When you reach the line with "thumb tip: (498, 492)" in the listing below, transcribe it and each line after it up to and including the line with "pinky pip: (532, 460)", exactly and with nothing else.
* * *
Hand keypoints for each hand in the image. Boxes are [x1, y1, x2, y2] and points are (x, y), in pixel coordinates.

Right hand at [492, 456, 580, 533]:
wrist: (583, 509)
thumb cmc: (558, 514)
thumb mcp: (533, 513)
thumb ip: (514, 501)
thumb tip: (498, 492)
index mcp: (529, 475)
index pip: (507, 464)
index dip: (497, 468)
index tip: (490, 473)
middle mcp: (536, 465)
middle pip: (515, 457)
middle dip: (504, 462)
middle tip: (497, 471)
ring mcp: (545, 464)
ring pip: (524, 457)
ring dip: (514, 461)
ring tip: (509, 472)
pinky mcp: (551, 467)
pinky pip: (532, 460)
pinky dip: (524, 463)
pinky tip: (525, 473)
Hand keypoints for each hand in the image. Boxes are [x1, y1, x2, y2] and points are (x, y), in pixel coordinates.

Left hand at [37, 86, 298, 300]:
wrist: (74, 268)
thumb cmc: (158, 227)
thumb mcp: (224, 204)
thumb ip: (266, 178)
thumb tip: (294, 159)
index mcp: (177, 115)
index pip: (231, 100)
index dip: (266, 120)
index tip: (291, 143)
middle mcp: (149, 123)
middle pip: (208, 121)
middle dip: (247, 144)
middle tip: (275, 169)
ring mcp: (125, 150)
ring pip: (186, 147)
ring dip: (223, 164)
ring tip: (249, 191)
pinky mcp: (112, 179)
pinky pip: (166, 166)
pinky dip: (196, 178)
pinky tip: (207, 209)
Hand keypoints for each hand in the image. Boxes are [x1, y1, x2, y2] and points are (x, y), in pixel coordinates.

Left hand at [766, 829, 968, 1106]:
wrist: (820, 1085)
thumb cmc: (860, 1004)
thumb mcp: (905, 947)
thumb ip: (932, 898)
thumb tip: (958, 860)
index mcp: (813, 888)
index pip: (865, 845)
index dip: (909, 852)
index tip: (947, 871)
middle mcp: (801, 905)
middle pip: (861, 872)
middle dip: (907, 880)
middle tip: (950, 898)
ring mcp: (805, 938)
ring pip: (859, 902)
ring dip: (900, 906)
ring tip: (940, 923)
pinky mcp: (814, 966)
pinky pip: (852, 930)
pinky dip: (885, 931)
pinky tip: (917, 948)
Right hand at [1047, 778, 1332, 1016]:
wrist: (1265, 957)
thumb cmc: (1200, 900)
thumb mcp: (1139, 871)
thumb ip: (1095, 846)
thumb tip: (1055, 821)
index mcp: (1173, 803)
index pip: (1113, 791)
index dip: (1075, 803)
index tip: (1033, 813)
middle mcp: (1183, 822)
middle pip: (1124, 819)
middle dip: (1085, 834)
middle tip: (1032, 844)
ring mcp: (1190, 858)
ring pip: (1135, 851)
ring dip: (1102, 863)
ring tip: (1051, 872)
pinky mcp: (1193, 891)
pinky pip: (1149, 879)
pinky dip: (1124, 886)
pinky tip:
* * *
§ **Problem solution**:
thumb tip: (498, 492)
index mcp: (529, 475)
index pip: (507, 464)
index dip: (497, 468)
index tip: (490, 473)
middle mcp: (536, 465)
middle pip: (515, 457)
middle dip: (504, 462)
middle tip: (497, 471)
ring mcp: (545, 464)
ring pip: (524, 457)
ring dip: (514, 461)
ring tip: (509, 472)
pinky mcp: (551, 467)
pinky pip: (532, 460)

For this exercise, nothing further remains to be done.